[Saved data entries]
*** Block opens ***

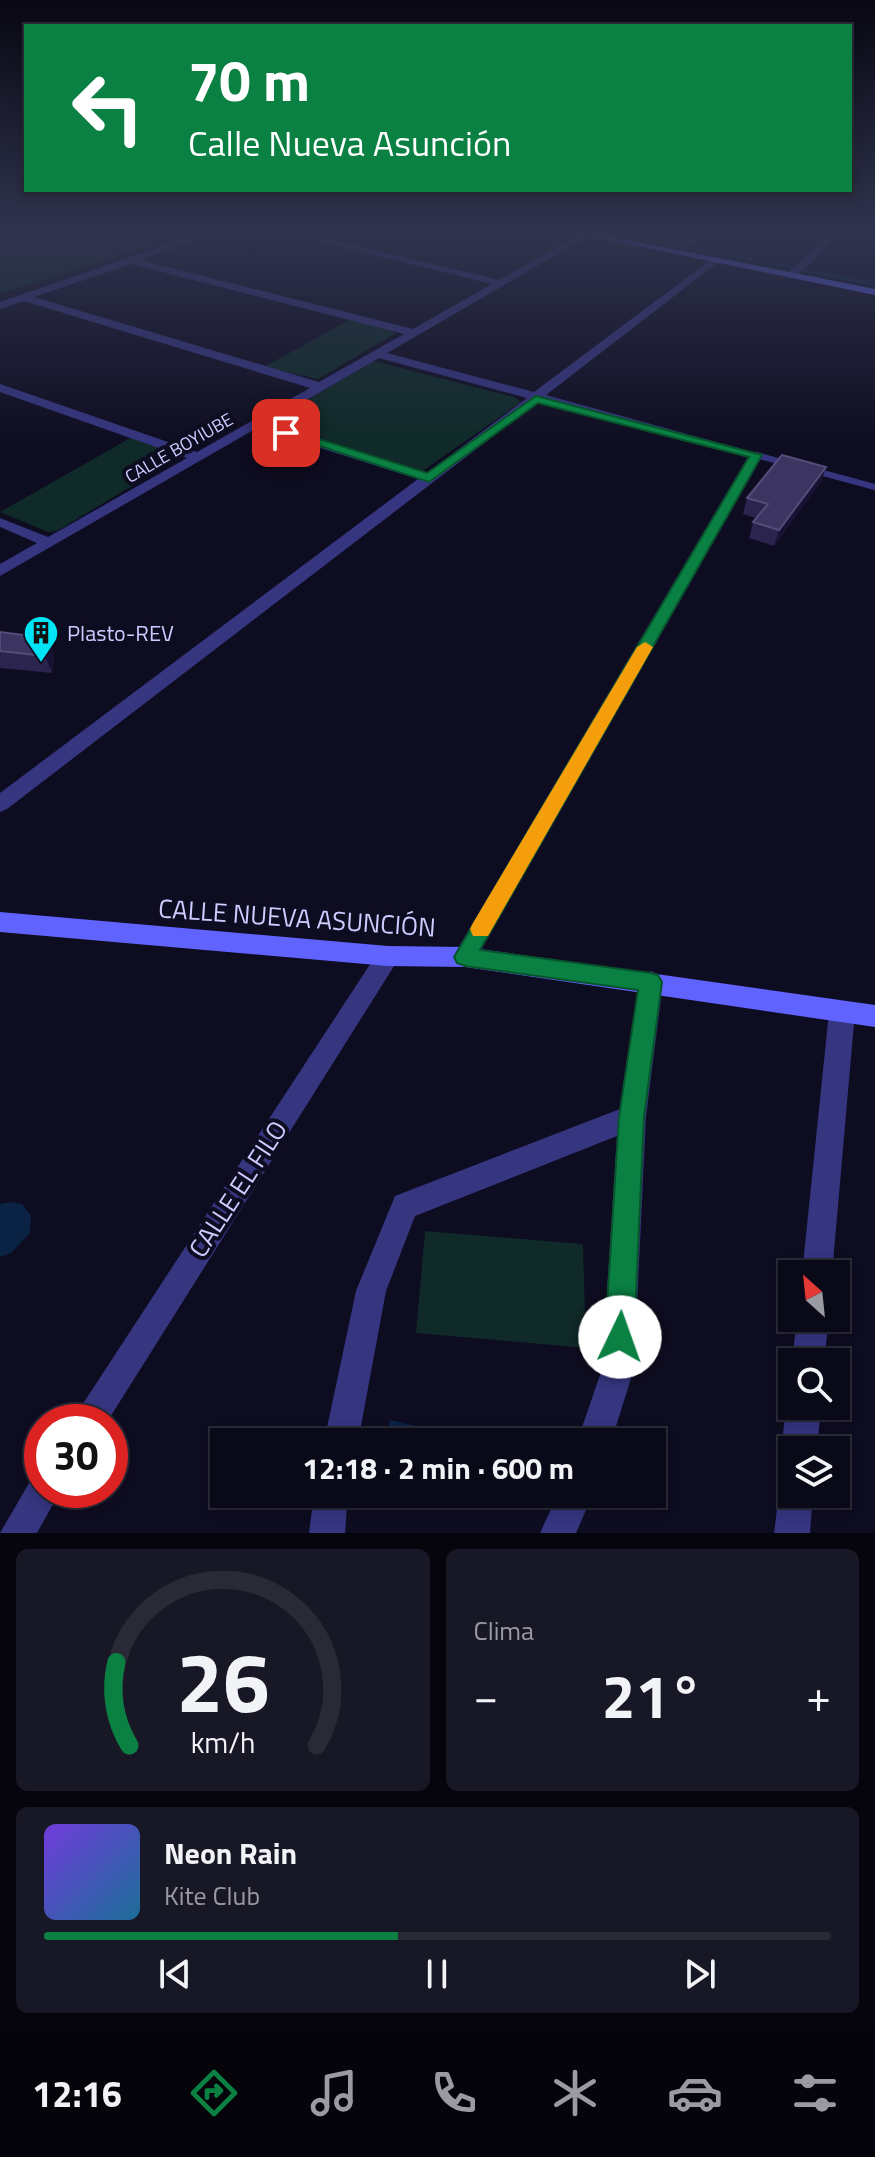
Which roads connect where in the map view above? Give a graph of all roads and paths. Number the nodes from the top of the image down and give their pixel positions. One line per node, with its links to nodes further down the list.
1 (40, 303): 7 (street)
2 (295, 303): 5 (street)
3 (467, 303): 5 (street, CALLE BOYIUBE)
4 (661, 303): 9 (street)
5 (415, 333): 6 (street, CALLE BOYIUBE)
6 (378, 354): 7 (street, CALLE BOYIUBE); 9 (street)
7 (321, 387): 10 (street, CALLE BOYIUBE)
8 (0, 388): 12 (street)
9 (536, 399): 11 (street); 13 (street)
10 (257, 424): 12 (street, CALLE BOYIUBE); 13 (street)
11 (756, 455): 14 (lane); 21 (street)
12 (199, 457): 16 (street, CALLE BOYIUBE)
13 (429, 478): 18 (street)
14 (875, 487)
15 (0, 522): 16 (street)
16 (50, 543): 17 (street, CALLE BOYIUBE)
17 (0, 571)
18 (0, 804)
19 (0, 922): 20 (main road, CALLE NUEVA ASUNCIÓN)
20 (388, 956): 21 (main road, CALLE NUEVA ASUNCIÓN); 27 (street, CALLE EL FILO)
21 (465, 957): 22 (main road, CALLE NUEVA ASUNCIÓN)
22 (651, 982): 23 (main road, CALLE NUEVA ASUNCIÓN); 25 (street)
23 (842, 1012): 24 (main road, CALLE NUEVA ASUNCIÓN); 26 (street)
24 (875, 1016)
25 (632, 1117): 28 (street); 29 (street)
26 (818, 1260)
27 (100, 1404)
28 (344, 1428)
29 (599, 1428)
30 (33, 1508): 34 (street)
31 (330, 1508): 35 (street)
32 (570, 1508): 36 (street)
33 (795, 1508): 37 (street)
34 (17, 1533)
35 (327, 1533)
36 (558, 1533)
37 (792, 1533)

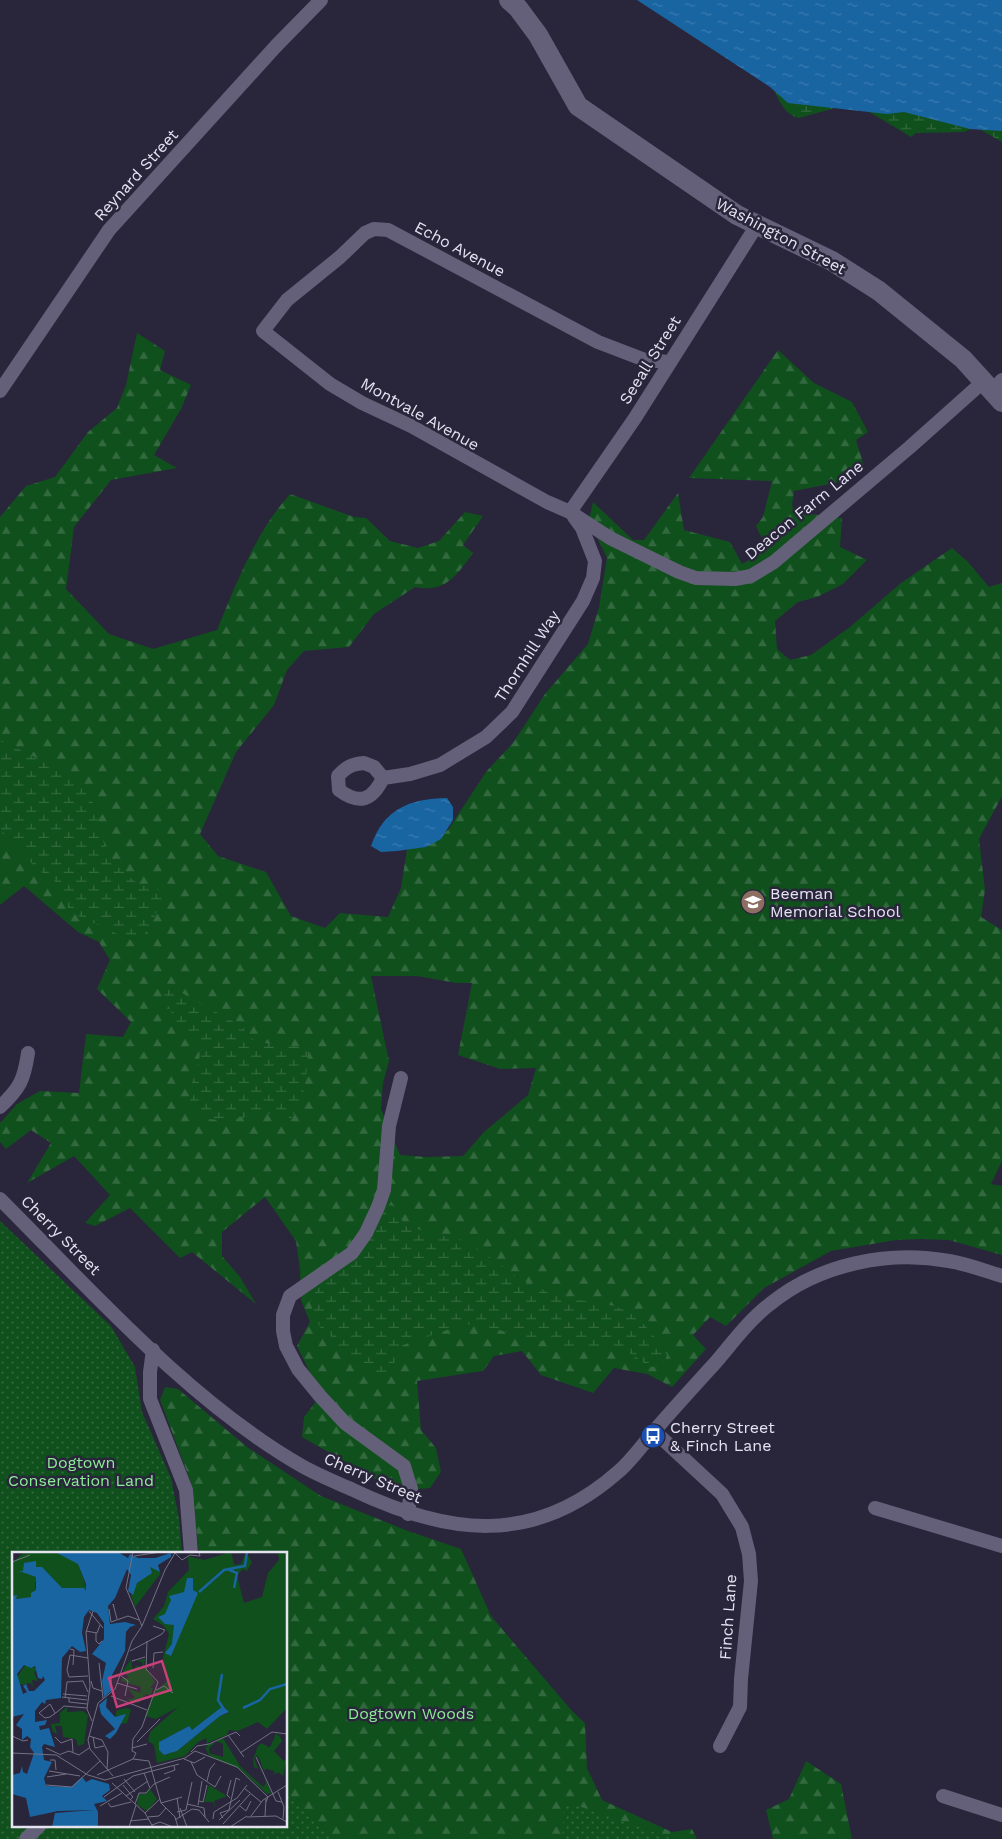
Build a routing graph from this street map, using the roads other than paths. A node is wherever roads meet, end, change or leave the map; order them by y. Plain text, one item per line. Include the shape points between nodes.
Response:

*** Block closes ***

■ Task brief ■
For every record above, repeat the text exactly and omit any picture.

■ Finished task ■
Which roads connect where in the map view above? Give a graph of all roads and paths. Number the nodes from the top of the image down and give their pixel positions. One line per node, with its links to nodes further down the list.
1 (40, 303): 7 (street)
2 (295, 303): 5 (street)
3 (467, 303): 5 (street, CALLE BOYIUBE)
4 (661, 303): 9 (street)
5 (415, 333): 6 (street, CALLE BOYIUBE)
6 (378, 354): 7 (street, CALLE BOYIUBE); 9 (street)
7 (321, 387): 10 (street, CALLE BOYIUBE)
8 (0, 388): 12 (street)
9 (536, 399): 11 (street); 13 (street)
10 (257, 424): 12 (street, CALLE BOYIUBE); 13 (street)
11 (756, 455): 14 (lane); 21 (street)
12 (199, 457): 16 (street, CALLE BOYIUBE)
13 (429, 478): 18 (street)
14 (875, 487)
15 (0, 522): 16 (street)
16 (50, 543): 17 (street, CALLE BOYIUBE)
17 (0, 571)
18 (0, 804)
19 (0, 922): 20 (main road, CALLE NUEVA ASUNCIÓN)
20 (388, 956): 21 (main road, CALLE NUEVA ASUNCIÓN); 27 (street, CALLE EL FILO)
21 (465, 957): 22 (main road, CALLE NUEVA ASUNCIÓN)
22 (651, 982): 23 (main road, CALLE NUEVA ASUNCIÓN); 25 (street)
23 (842, 1012): 24 (main road, CALLE NUEVA ASUNCIÓN); 26 (street)
24 (875, 1016)
25 (632, 1117): 28 (street); 29 (street)
26 (818, 1260)
27 (100, 1404)
28 (344, 1428)
29 (599, 1428)
30 (33, 1508): 34 (street)
31 (330, 1508): 35 (street)
32 (570, 1508): 36 (street)
33 (795, 1508): 37 (street)
34 (17, 1533)
35 (327, 1533)
36 (558, 1533)
37 (792, 1533)

Build a routing graph from this street map, using the roads other than paths. A node is wherever roads meet, end, change or leave the map; order them by y. Plain text, one item per line. Include the shape points between nodes.
Response:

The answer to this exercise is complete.